Ai-je droit à la colère?

Thème :                      « Ai-je droit à la colère ? »
        
 Essai de restitution. Débat du 27 septembre 2000.
                      
Café philo de Chevilly-Larue.

Animateur : Guy Philippon                        Modérateur : Bertrand Perraux.                 

Introduction : (Guy louis). De nouveau nous abordons des problèmes de comportement. Il est intéressant de relever l’origine du mot colère. Il nous vient du grec Kholé, en latin Choléra, les deux ayant la même signification, la bile du foie.
    Maintenant quelques pistes ou questions sous entendues dans la question initiale.
1° Une fois de plus remontant à nos origines, la colère est-elle dans notre ADN, dans nos chromosomes.
2° Chez l’enfant où est la colère, où est le caprice ?
3° Dieu est amour, mais sa colère est divine ; rappelons nous la grande colère pour une histoire de pomme.
4° La colère des éléments a-t-elle généré des puissances supérieures ?
5° La colère du peuple, quelle part dans l’histoire ?
6° La colère peut-elle être salutaire, légitime, tolérable ?
7° Les réactions de colère s’amenuisent-elles avec l’âge ?
8° La colère est-elle un signe de faiblesse ?
9° La colère est-elle la conséquence de problèmes de santé ?

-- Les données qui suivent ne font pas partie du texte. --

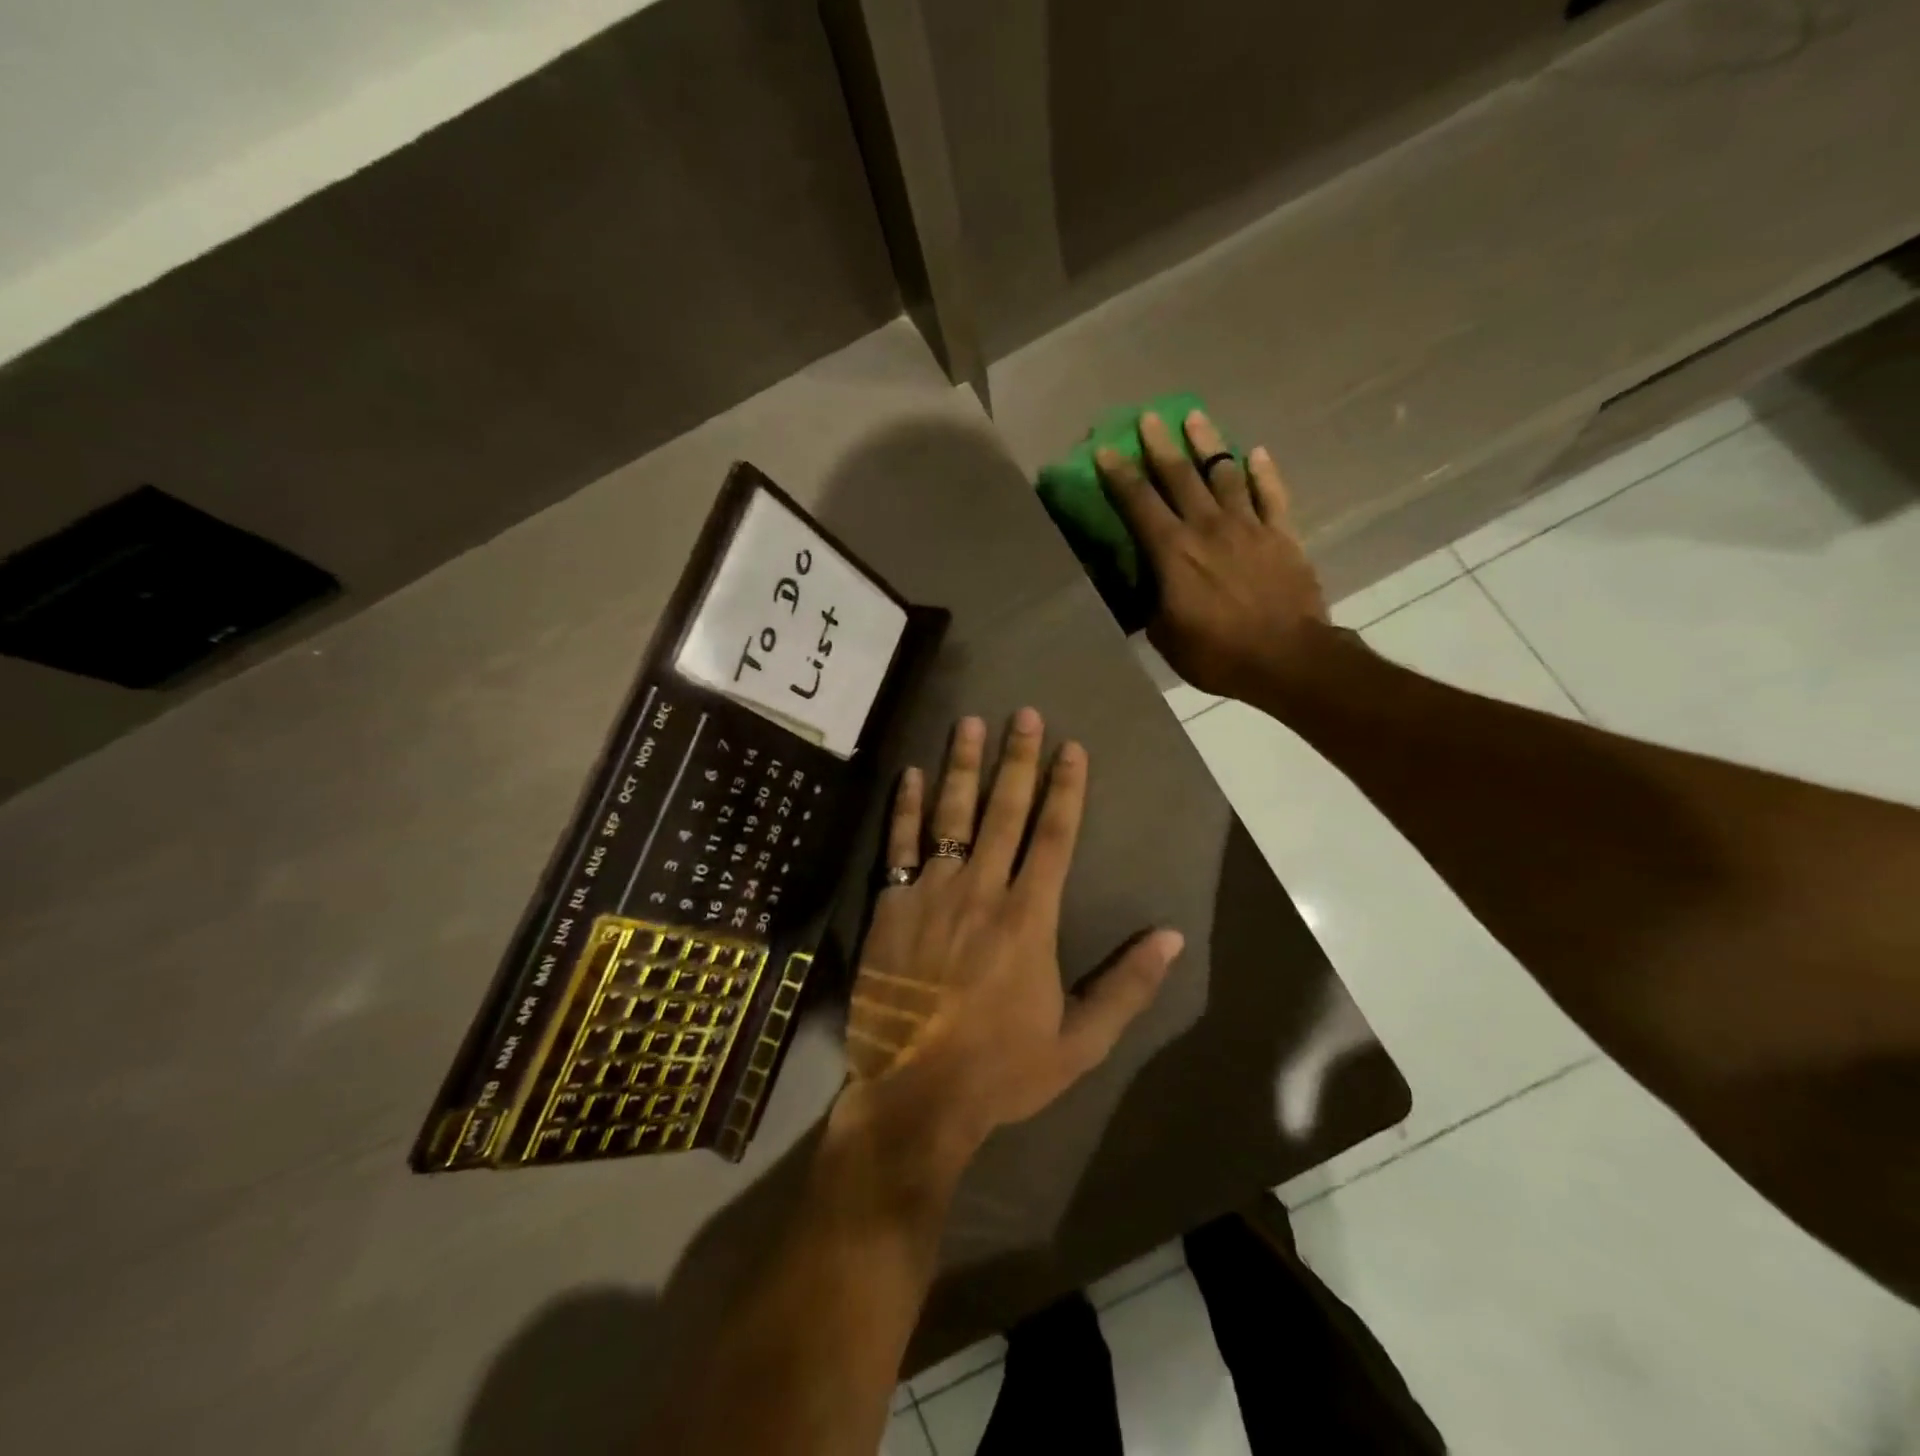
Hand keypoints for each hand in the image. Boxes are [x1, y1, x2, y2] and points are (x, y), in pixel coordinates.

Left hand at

Débat:  On se demande d’où vient la colère, quel mécanisme elle met en œuvre et, cherche t-on par cette question à légitimer tous nos débordements ? La question serait donc plutôt : ai-je droit d’exprimer ma colère, et jusqu’où ? Deux types de colères sont évoqués, celle que l’on  ressent, et celle que l’on manifeste, avec plus ou moins de violence. Notre évolution a-t-elle poli notre comportement pour avoir droit de cité ? Cette elle est parfois salutaire elle se retourne parfois contre soi, elle entraîne des actions plus ou moins constructives.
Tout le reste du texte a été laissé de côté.